== Exercise description ==
This task calls for copying every line of the records that includes the word "highway".

[Data provided Boundary: Start]

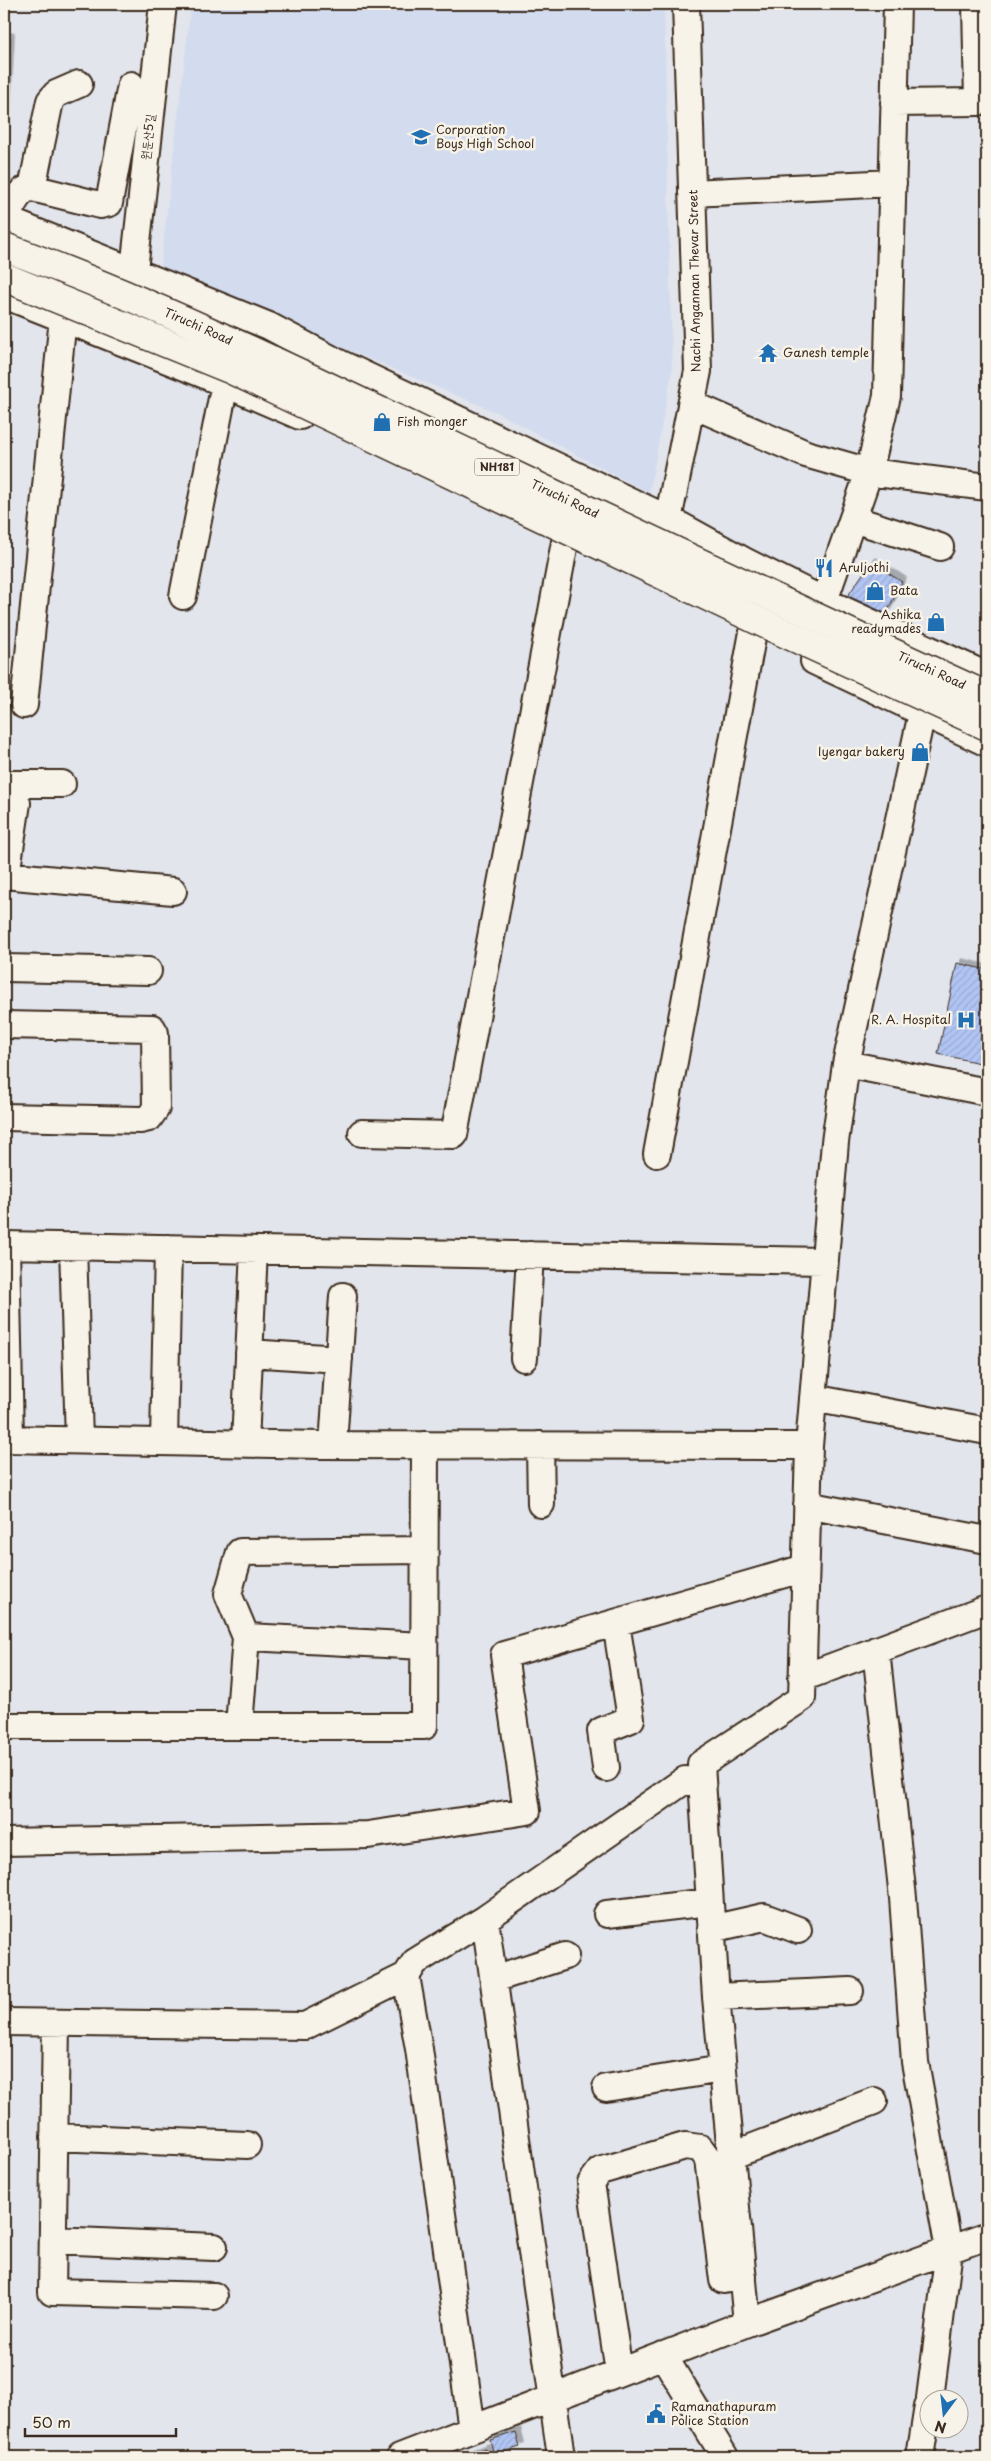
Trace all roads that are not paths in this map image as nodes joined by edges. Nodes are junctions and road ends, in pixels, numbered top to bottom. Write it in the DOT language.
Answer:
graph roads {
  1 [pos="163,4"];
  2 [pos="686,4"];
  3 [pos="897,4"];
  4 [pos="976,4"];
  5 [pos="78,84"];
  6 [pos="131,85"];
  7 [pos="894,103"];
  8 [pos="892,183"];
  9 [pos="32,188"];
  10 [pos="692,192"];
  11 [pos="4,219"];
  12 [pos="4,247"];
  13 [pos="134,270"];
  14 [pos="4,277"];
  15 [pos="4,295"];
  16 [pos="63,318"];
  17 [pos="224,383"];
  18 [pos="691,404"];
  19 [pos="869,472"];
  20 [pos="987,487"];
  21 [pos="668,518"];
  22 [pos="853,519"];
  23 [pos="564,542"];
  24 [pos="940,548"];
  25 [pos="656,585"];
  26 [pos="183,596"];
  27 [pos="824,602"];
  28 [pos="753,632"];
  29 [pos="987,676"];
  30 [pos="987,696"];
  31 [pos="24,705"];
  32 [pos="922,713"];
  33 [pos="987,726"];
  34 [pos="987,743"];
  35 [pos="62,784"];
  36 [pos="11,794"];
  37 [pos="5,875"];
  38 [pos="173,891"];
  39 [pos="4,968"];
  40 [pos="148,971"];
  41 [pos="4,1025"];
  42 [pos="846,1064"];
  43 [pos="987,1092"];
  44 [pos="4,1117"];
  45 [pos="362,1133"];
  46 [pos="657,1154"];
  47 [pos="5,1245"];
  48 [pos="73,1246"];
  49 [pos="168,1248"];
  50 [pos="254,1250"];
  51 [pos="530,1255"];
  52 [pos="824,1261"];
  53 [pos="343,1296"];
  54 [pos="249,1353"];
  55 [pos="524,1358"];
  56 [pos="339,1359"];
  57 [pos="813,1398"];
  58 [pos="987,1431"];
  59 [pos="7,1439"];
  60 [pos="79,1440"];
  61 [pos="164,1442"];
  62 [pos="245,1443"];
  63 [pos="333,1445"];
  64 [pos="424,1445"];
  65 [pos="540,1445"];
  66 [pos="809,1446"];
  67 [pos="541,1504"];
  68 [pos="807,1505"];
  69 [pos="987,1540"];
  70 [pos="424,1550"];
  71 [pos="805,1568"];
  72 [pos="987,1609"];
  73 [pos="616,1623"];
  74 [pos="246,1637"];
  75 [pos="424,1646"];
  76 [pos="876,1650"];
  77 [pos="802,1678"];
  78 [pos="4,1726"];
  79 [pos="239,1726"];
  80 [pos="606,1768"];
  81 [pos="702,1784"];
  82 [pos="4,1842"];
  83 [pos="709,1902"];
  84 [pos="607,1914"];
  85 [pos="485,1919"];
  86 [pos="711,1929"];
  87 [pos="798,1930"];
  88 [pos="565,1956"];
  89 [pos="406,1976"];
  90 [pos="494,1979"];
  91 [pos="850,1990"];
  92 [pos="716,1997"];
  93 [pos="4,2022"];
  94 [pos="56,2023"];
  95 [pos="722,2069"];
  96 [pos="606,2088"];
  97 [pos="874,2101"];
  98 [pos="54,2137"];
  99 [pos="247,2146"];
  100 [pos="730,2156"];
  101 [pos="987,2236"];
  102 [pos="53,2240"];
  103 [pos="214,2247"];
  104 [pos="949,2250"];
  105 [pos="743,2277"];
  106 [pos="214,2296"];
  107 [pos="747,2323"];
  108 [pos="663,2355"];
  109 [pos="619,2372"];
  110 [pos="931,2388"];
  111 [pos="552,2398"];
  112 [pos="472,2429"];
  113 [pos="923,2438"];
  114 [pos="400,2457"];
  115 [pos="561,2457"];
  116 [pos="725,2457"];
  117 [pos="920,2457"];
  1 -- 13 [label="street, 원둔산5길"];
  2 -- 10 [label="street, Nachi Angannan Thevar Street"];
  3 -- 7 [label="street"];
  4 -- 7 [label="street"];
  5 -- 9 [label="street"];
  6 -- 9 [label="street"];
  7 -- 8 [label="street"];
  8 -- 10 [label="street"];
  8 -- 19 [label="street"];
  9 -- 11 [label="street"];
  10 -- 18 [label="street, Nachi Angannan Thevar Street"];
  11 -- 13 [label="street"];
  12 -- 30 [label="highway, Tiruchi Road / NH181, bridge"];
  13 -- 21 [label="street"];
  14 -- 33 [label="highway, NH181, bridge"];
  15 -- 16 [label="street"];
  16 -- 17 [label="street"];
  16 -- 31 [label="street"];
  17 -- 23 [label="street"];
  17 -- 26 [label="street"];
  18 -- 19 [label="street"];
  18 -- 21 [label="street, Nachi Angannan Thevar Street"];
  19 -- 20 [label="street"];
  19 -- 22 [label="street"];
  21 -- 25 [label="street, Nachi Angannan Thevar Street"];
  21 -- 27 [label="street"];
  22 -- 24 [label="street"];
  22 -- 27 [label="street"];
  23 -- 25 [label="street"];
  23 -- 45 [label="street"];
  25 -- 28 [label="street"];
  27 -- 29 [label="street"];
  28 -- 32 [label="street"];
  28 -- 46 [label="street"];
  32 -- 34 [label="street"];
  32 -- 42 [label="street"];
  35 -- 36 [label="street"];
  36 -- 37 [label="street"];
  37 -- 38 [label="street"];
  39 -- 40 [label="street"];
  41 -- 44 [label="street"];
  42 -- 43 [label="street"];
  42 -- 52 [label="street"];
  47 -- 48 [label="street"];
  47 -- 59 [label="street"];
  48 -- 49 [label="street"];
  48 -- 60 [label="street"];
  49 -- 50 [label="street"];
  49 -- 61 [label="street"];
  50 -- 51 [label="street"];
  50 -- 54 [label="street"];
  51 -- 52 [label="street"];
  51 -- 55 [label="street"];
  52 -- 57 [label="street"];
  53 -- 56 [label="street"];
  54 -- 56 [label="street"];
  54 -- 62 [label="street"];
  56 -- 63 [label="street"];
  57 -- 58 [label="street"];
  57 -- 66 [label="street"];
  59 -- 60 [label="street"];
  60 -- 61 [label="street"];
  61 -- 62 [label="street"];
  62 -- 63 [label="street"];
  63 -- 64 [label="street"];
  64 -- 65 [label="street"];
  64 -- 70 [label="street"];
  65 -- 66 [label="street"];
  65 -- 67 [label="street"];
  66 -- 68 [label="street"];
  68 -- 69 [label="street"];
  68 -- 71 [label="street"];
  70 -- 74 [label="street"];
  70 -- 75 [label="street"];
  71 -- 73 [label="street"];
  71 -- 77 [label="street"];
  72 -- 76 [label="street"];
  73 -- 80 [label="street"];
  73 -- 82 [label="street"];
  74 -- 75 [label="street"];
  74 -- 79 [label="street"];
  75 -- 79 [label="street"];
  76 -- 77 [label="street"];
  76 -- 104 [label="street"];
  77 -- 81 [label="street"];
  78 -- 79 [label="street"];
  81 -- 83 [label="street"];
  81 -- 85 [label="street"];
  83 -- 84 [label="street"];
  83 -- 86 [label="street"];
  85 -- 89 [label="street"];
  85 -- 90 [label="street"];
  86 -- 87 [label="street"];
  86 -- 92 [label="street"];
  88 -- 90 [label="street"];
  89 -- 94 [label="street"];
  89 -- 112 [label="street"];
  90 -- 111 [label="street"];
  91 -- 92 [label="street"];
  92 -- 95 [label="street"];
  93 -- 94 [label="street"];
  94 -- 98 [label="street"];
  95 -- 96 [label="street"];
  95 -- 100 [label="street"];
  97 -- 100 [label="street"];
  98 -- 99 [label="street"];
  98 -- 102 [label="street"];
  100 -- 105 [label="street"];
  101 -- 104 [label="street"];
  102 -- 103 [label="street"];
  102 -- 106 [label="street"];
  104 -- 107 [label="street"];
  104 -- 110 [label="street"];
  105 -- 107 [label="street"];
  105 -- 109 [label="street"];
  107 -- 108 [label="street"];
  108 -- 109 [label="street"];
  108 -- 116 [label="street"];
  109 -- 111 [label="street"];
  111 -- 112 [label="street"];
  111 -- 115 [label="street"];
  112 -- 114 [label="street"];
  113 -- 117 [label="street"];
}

[Data provided Boundary: End]

== Answer for the task ==
  12 -- 30 [label="highway, Tiruchi Road / NH181, bridge"];
  14 -- 33 [label="highway, NH181, bridge"];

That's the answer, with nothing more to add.